- Tournament logo
- Classification: Division I
- Season: 2024–25
- Teams: 12
- Site: Enterprise Center St. Louis, Missouri
- Champions: Drake (4th title)
- Winning coach: Ben McCollum (1st title)
- MVP: Bennett Stirtz (Drake)
- Attendance: 36,077 (Total) 7,952 (Final)
- Television: CBS/Paramount+, CBSSN, MVC TV Network/ESPN+

= 2025 Missouri Valley Conference men's basketball tournament =

American college basketball postseason tournament

The 2025 Missouri Valley Conference Men's Basketball Tournament, popularly referred to as "Arch Madness", was a postseason men's basketball tournament that completed the 2024–25 season in the Missouri Valley Conference. The tournament was held at the Enterprise Center in St. Louis, Missouri from March 6–9, 2025. The winner, Drake, received the conference's automatic bid to the 2025 NCAA Tournament.

== Seeds ==
Teams are seeded by conference record.

Two-way ties are broken by utilizing head-to-head record; should a tie still remain, the NCAA Evaluation Tool (NET) rankings the day following all conference teams having completed their regular season will be used.

Three (or more) way ties are broken by first determining the cumulative record for each tied team versus the other teams with the same conference record. Should any teams still remain tied (and there are more than two), the cumulative record would again be used on those remaining teams; should any teams still remain (and there are only two), the two-way approach would be leveraged.

The top four seeds receive opening-round byes.

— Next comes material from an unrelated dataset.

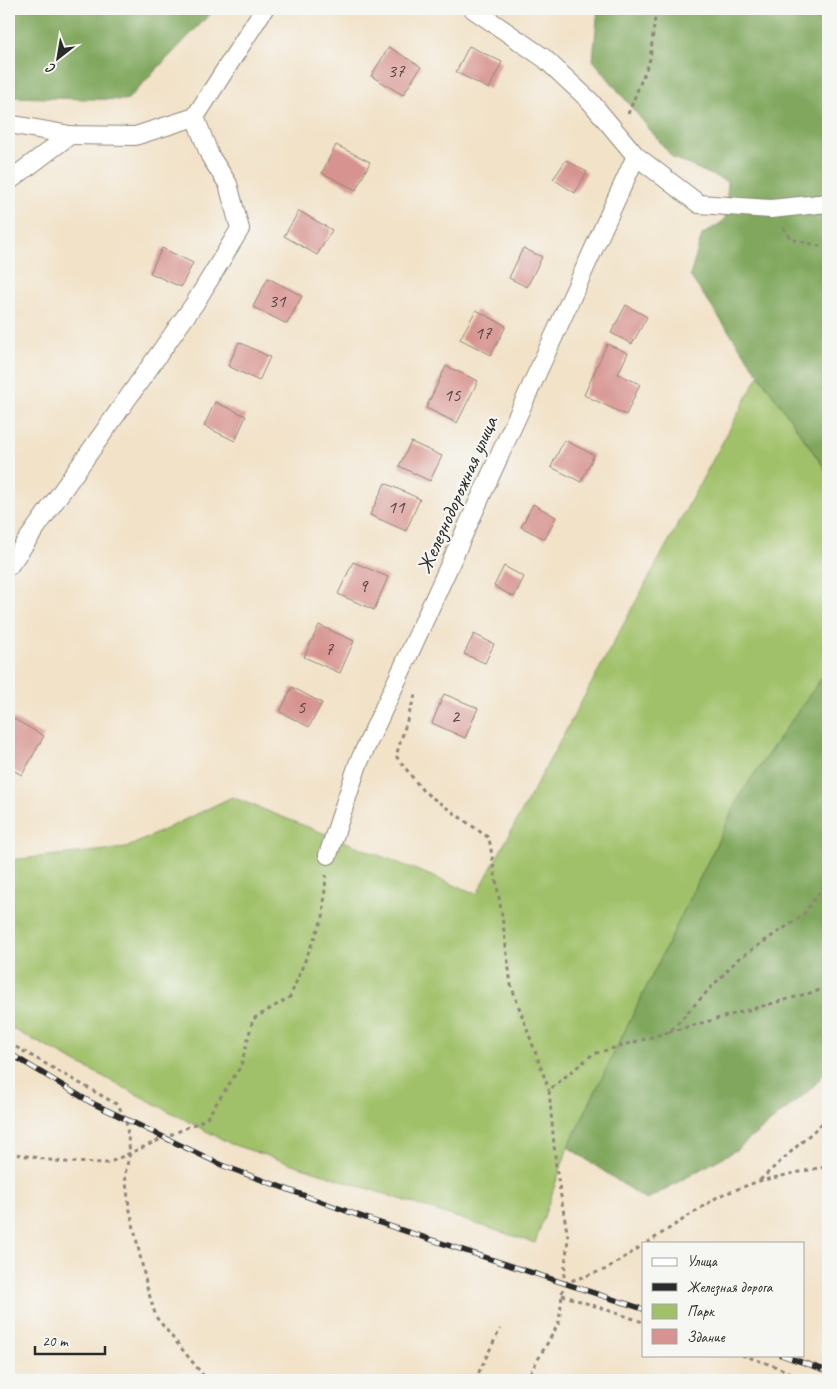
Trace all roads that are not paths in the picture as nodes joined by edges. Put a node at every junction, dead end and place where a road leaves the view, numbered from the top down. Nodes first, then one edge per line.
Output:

Since none of the ties in the standings could be broken using head-to-head records, they were all resolved using NET rankings as of March 3, 2025, the day following the end of regular-season conference play.

| Seed | School | Conference Record | Tiebreaker(s) |
|---|---|---|---|
| 1 | Drake | 17–3 |  |
| 2 | Bradley | 15–5 |  |
| 3 | Northern Iowa | 14–6 |  |
| 4 | Belmont | 13–7 |  |
| 5 | Illinois State | 10–10 | NET ranking of 123 |
| 6 | UIC | 10–10 | NET ranking of 145 |
| 7 | Murray State | 9–11 |  |
| 8 | Southern Illinois | 8–12 | NET ranking of 197 |
| 9 | Indiana State | 8–12 | NET ranking of 203 |
| 10 | Evansville | 8–12 | NET ranking of 243 |
| 11 | Valparaiso | 6–14 |  |
| 12 | Missouri State | 2–18 |  |

== Schedule ==

Game: Time *; Matchup; Score; Attendance; Television
Opening Round – Thursday, March 6
1: 12:00 pm; No. 8 Southern Illinois vs. No. 9 Indiana State; 86–85; 4,402; MVC TV Network/ ESPN+
2: 2:30 pm; No. 5 Illinois State vs. No. 12 Missouri State; 70–54
3: 6:00 pm; No. 7 Murray State vs. No. 10 Evansville; 74–53; 3,849
4: 8:30 pm; No. 6 UIC vs. No. 11 Valparaiso; 50–67
Quarterfinals – Friday, March 7
5: 12:00 pm; No. 1 Drake vs. No. 8 Southern Illinois; 70–53; 6,005; MVC TV Network/ ESPN+
6: 2:30 pm; No. 4 Belmont vs. No. 5 Illinois State; 76–63
7: 6:00 pm; No. 2 Bradley vs. No. 7 Murray State; 70–62; 6,090
8: 8:30 pm; No. 3 Northern Iowa vs. No. 11 Valparaiso; 63–64
Semifinals – Saturday, March 8
9: 2:30 pm; No. 1 Drake vs. No. 4 Belmont; 57–50; 7,779; CBSSN
10: 5:00 pm; No. 2 Bradley vs. No. 11 Valparaiso; 70–65
Final – Sunday, March 9
11: 1:15 pm; No. 1 Drake vs. No. 2 Bradley; 63–48; 7,952; CBS/ Paramount+
* Game times in CST through the semifinals and CDT for the championship; rankings denote tournament seed.